Cut to little Julie again, sitting on the front porch looking out at the spring flowers, wondering what I would say if an adult asked me what sort of animal I would be. It seemed the sort of thing an adult might ask a child my age, so I was preparing my response. I concentrated for a moment, and the answer popped into my head: rabbit!
“Rabbit?” I thought. It seemed a little pathetic. I wasn’t weak and fuzzy like a rabbit. But the more I thought about it, the more it stuck. Rabbits were graceful, mysterious, elusive. There was something compelling about them that fit with me. And so, I had already been a rabbit in my own mind for several years when I first discovered the Chinese Zodiac. My fierce and elegant grandmother and I shared a love of Chinese culture, and I was eager to learn everything I could about their customs and beliefs. Imagine my delighted shock when I discovered that I was, in fact, born in the year of the rabbit!
“Affectionate yet shy,” says every paper placemat in the Chinese restaurant in regards to those born under the year of the rabbit, “You are the luckiest of all signs.” I had to know more. I had taken to wandering in to the metaphysical section of my local Borders bookstore, and one day I happened upon Theodora Lau’s book on the Chinese Zodiac. I studied that text like my life depended on it— my tattered old copy still has highlights, dog ears, and notes in the margin in little Julie’s handwriting. As it turns out, I discovered with great joy, in China, there is a rabbit on the moon. And that rabbit’s job? To grind the pill of immortality that creates the elixir of life.
The rabbit, if you will, is an alchemist.
There is a stage of The Hero’s Journey, from Jungian depth psychology, where the hero has been to the underworld and back, proved themselves through countless trials and challenges, and is now returning home with their hard won reward. This stage of the journey is called Return with the Elixir. For me, that stage is Moonhaven. It is true, my spiritual path has taken me into the underworld of my subconscious, through the labyrinth within, and I have dug deep to find new courage to overcome my shadows and reintegrate all the parts of my Self back into the whole. I have done the work. (And continue to do it!) But that is not enough— now, it is time to share what I have learned. I have found my own Soma, my own elixir of immortality, the bliss of my own soul, and now it is my spiritual duty to bring that elixir back to the outside world.

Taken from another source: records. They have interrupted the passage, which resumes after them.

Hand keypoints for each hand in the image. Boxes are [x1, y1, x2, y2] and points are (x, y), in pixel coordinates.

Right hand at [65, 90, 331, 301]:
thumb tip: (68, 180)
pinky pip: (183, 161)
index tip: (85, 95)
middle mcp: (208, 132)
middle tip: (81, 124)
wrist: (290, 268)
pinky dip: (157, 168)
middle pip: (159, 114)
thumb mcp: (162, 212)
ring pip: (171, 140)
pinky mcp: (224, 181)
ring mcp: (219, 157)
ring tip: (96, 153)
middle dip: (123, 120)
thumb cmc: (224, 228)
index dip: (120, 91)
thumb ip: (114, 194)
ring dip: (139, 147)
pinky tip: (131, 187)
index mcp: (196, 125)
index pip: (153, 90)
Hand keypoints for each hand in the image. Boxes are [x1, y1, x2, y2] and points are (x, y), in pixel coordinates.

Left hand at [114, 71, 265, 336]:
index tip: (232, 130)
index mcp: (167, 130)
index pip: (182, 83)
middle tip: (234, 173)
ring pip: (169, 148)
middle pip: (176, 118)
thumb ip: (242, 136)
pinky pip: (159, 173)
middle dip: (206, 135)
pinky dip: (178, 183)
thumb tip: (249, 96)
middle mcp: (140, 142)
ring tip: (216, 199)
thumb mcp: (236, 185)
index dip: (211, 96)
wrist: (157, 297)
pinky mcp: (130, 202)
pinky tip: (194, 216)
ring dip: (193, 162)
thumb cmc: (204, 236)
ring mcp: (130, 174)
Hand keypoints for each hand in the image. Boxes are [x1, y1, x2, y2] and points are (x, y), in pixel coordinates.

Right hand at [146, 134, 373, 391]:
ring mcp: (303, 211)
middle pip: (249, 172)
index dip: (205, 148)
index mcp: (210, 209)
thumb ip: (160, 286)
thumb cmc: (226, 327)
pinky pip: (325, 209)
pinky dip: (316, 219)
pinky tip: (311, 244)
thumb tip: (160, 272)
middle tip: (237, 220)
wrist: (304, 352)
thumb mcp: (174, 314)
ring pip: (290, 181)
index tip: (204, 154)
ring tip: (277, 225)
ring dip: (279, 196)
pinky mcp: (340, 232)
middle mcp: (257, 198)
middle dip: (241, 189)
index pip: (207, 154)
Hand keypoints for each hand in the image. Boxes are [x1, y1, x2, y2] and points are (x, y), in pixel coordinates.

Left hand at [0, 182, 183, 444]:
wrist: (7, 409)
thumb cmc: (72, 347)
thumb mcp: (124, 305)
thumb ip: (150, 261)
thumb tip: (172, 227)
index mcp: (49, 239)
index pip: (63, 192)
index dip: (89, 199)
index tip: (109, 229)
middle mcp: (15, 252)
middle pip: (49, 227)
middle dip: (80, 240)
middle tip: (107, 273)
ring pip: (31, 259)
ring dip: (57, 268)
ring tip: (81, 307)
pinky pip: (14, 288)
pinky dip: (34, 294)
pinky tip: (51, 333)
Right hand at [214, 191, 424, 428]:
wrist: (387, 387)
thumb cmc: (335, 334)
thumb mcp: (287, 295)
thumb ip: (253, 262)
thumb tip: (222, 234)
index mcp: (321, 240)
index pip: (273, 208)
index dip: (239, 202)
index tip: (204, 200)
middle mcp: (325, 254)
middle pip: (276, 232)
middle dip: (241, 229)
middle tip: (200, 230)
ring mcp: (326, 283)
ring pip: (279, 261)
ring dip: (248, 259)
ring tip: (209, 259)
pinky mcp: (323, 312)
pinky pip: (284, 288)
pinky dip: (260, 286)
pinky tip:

As a dear friend and teacher of mine often says, “We are a world that is hungry for meaning.” Something about magic calls to us these days, in stories and film, in music and art. We look at the ancient wisdom traditions of certain cultures, and feel a deep yearning. And so we roam around consuming what we can, but never feeling full. When I first came into my new spiritual identity, I could have used some more guidance than I had, more friends and mentors on this path. I wish the community I needed had already existed, but as it turns out, it has been part of my task to create that community all along.
There are many kinds of Soma out there, many kinds of elixirs, many ways to delight in the divine. What I offer at Moonhaven is my piece of the puzzle. Come, drink of this wisdom, and add your own contribution to this font of knowledge. Let us be partners together in the alchemy of the soul.